Ask around among your colleagues. Why do others indulge in a hobby in which they blow whistles and wave tiny colored flags? Are they nuts too? Is it for the money? How many have made a million as a sports official?

Common answers include, “I do it for the love of the game,” or “I want to give something back.”

For me it goes deeper than that. Yes, a major attraction was to be active inside the play, the next best thing to actually kicking the ball. I was part of the theatre of sport, playing a role, which was positive and satisfying.

But I realize now that, during 25 years serving as an official on the field, I was hoping for a dream to come true — a dream in which every soccer match is played to the highest ideals of fair play: in which the players, guided by moral and physical disciplines written into wise rules, combine individual skills in an athletic ballet of spectacular movement and color; in which they express emotions of excitement and joy for themselves and spectators.

I wanted to relive all of those wonderful moments of elation I felt as a boy with a ball at my feet.

In reality, every cynical foul, every attempt to cheat, every act of disrespect for the game and its disciplines spoiled that dream; felt like a knife in my flesh, drawing blood and staining my vision of the purity of sport.
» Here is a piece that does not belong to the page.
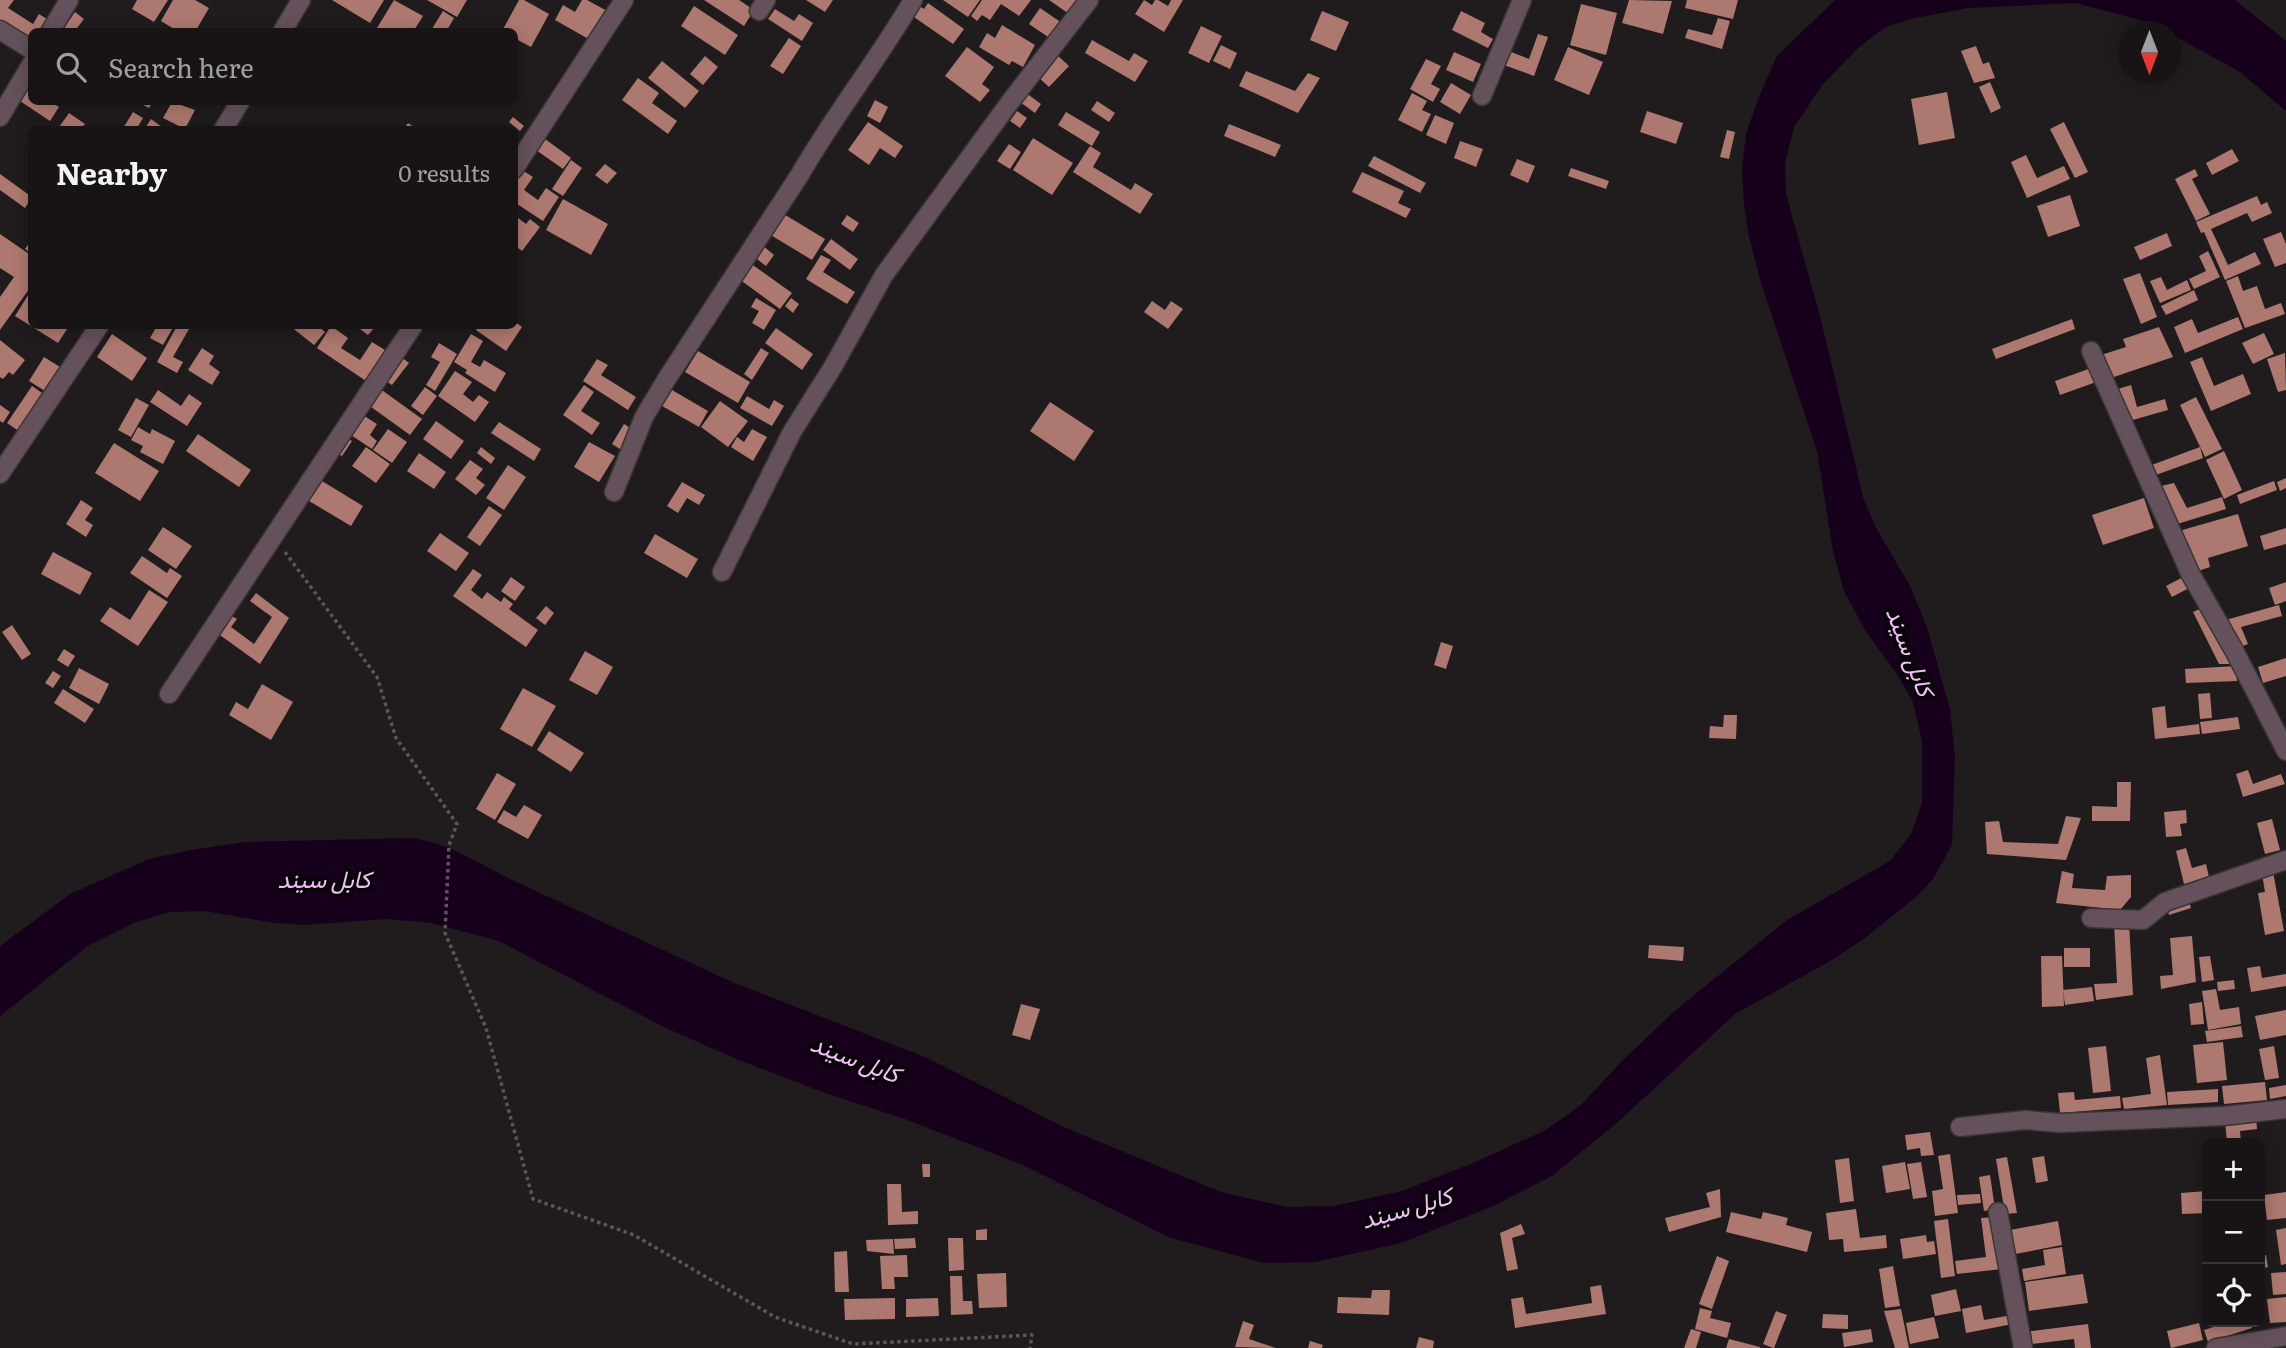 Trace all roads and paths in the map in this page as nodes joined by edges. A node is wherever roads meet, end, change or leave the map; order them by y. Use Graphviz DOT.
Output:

I know that dream was naïve but, together with fellow referees, I tried to limit the degradation of a healthy sport by thoughtless players and fans who do not share my degree of passion.

Although my dream has rarely been realized, I look back on my years as an active referee with satisfaction. I learned much about myself — about latent convictions, accepted responsibilities and developed attributes, which served me well through life.

An endangered species we might be but we’ll never be extinct. We can never be replaced by robots, which could possibly enforce the rules by computers. But without human heart judgment and streetwise justice, our sport would become an arid emotional desert.

Sports officials will continue to rock on an emotional see-saw, one day ready to pack it all in, and then feeling an irresistible surge of adrenalin before the next game. It is an obsession, which yields more satisfaction than frustration.

After that heart searching and mental agonizing I ask myself the final question, “Would you do it again?” Without hesitation I get the stupid answer, “Yes, sir!”

OK, so I’m nuts, too!

Stanley Lover, Neuilly, France, is a premier soccer referee author.